* Your instructions:
Send back every record word for word, with nothing missing.

* Supplied information:
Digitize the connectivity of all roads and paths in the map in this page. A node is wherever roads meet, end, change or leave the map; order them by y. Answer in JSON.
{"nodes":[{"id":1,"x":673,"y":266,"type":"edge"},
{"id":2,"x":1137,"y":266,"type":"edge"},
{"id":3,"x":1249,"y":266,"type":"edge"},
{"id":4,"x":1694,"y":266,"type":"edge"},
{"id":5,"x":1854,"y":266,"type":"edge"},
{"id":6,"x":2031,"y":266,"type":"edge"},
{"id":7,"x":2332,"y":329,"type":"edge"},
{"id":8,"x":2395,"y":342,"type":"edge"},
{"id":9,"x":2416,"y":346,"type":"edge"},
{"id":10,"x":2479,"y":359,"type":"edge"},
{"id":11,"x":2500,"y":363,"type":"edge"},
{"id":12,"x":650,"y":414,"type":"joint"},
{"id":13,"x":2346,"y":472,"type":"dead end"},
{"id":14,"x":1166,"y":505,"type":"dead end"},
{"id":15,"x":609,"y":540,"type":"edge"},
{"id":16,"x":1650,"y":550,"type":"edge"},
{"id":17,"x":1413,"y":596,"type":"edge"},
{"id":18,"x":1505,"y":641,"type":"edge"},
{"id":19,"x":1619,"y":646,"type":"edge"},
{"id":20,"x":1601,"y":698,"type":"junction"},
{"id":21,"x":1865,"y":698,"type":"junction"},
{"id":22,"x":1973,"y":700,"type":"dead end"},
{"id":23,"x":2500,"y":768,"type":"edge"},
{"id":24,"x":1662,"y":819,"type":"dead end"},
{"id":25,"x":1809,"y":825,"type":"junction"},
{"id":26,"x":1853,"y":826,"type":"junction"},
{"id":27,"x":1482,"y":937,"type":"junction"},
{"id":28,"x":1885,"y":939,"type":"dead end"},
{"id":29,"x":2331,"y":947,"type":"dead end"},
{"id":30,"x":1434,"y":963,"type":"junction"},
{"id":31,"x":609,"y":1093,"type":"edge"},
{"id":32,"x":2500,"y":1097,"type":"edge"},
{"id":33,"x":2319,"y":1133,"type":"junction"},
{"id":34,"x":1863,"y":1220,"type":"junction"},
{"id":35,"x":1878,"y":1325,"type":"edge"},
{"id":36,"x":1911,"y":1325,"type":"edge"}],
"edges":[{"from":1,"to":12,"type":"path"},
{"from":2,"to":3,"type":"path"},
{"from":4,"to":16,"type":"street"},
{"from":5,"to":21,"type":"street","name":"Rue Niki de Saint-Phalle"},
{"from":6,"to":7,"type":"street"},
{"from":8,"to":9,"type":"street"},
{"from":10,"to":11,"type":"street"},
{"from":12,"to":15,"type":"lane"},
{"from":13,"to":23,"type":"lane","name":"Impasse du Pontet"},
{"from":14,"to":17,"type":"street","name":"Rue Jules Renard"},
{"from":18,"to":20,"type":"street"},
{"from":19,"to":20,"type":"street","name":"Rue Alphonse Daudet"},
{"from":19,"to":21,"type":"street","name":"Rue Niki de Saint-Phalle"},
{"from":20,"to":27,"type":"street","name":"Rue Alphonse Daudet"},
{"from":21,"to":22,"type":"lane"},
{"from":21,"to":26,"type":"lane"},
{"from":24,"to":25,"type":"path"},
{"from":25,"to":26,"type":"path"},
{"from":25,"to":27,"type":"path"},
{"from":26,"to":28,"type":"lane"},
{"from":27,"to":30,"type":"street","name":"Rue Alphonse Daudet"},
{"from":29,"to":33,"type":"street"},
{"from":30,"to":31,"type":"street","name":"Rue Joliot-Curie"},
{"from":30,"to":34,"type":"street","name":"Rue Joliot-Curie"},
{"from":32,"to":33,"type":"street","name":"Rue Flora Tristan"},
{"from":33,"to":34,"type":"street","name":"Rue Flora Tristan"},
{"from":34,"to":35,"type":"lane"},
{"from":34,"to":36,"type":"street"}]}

* Task result:
Digitize the connectivity of all roads and paths in the map in this page. A node is wherever roads meet, end, change or leave the map; order them by y. Answer in JSON.
{"nodes":[{"id":1,"x":673,"y":266,"type":"edge"},
{"id":2,"x":1137,"y":266,"type":"edge"},
{"id":3,"x":1249,"y":266,"type":"edge"},
{"id":4,"x":1694,"y":266,"type":"edge"},
{"id":5,"x":1854,"y":266,"type":"edge"},
{"id":6,"x":2031,"y":266,"type":"edge"},
{"id":7,"x":2332,"y":329,"type":"edge"},
{"id":8,"x":2395,"y":342,"type":"edge"},
{"id":9,"x":2416,"y":346,"type":"edge"},
{"id":10,"x":2479,"y":359,"type":"edge"},
{"id":11,"x":2500,"y":363,"type":"edge"},
{"id":12,"x":650,"y":414,"type":"joint"},
{"id":13,"x":2346,"y":472,"type":"dead end"},
{"id":14,"x":1166,"y":505,"type":"dead end"},
{"id":15,"x":609,"y":540,"type":"edge"},
{"id":16,"x":1650,"y":550,"type":"edge"},
{"id":17,"x":1413,"y":596,"type":"edge"},
{"id":18,"x":1505,"y":641,"type":"edge"},
{"id":19,"x":1619,"y":646,"type":"edge"},
{"id":20,"x":1601,"y":698,"type":"junction"},
{"id":21,"x":1865,"y":698,"type":"junction"},
{"id":22,"x":1973,"y":700,"type":"dead end"},
{"id":23,"x":2500,"y":768,"type":"edge"},
{"id":24,"x":1662,"y":819,"type":"dead end"},
{"id":25,"x":1809,"y":825,"type":"junction"},
{"id":26,"x":1853,"y":826,"type":"junction"},
{"id":27,"x":1482,"y":937,"type":"junction"},
{"id":28,"x":1885,"y":939,"type":"dead end"},
{"id":29,"x":2331,"y":947,"type":"dead end"},
{"id":30,"x":1434,"y":963,"type":"junction"},
{"id":31,"x":609,"y":1093,"type":"edge"},
{"id":32,"x":2500,"y":1097,"type":"edge"},
{"id":33,"x":2319,"y":1133,"type":"junction"},
{"id":34,"x":1863,"y":1220,"type":"junction"},
{"id":35,"x":1878,"y":1325,"type":"edge"},
{"id":36,"x":1911,"y":1325,"type":"edge"}],
"edges":[{"from":1,"to":12,"type":"path"},
{"from":2,"to":3,"type":"path"},
{"from":4,"to":16,"type":"street"},
{"from":5,"to":21,"type":"street","name":"Rue Niki de Saint-Phalle"},
{"from":6,"to":7,"type":"street"},
{"from":8,"to":9,"type":"street"},
{"from":10,"to":11,"type":"street"},
{"from":12,"to":15,"type":"lane"},
{"from":13,"to":23,"type":"lane","name":"Impasse du Pontet"},
{"from":14,"to":17,"type":"street","name":"Rue Jules Renard"},
{"from":18,"to":20,"type":"street"},
{"from":19,"to":20,"type":"street","name":"Rue Alphonse Daudet"},
{"from":19,"to":21,"type":"street","name":"Rue Niki de Saint-Phalle"},
{"from":20,"to":27,"type":"street","name":"Rue Alphonse Daudet"},
{"from":21,"to":22,"type":"lane"},
{"from":21,"to":26,"type":"lane"},
{"from":24,"to":25,"type":"path"},
{"from":25,"to":26,"type":"path"},
{"from":25,"to":27,"type":"path"},
{"from":26,"to":28,"type":"lane"},
{"from":27,"to":30,"type":"street","name":"Rue Alphonse Daudet"},
{"from":29,"to":33,"type":"street"},
{"from":30,"to":31,"type":"street","name":"Rue Joliot-Curie"},
{"from":30,"to":34,"type":"street","name":"Rue Joliot-Curie"},
{"from":32,"to":33,"type":"street","name":"Rue Flora Tristan"},
{"from":33,"to":34,"type":"street","name":"Rue Flora Tristan"},
{"from":34,"to":35,"type":"lane"},
{"from":34,"to":36,"type":"street"}]}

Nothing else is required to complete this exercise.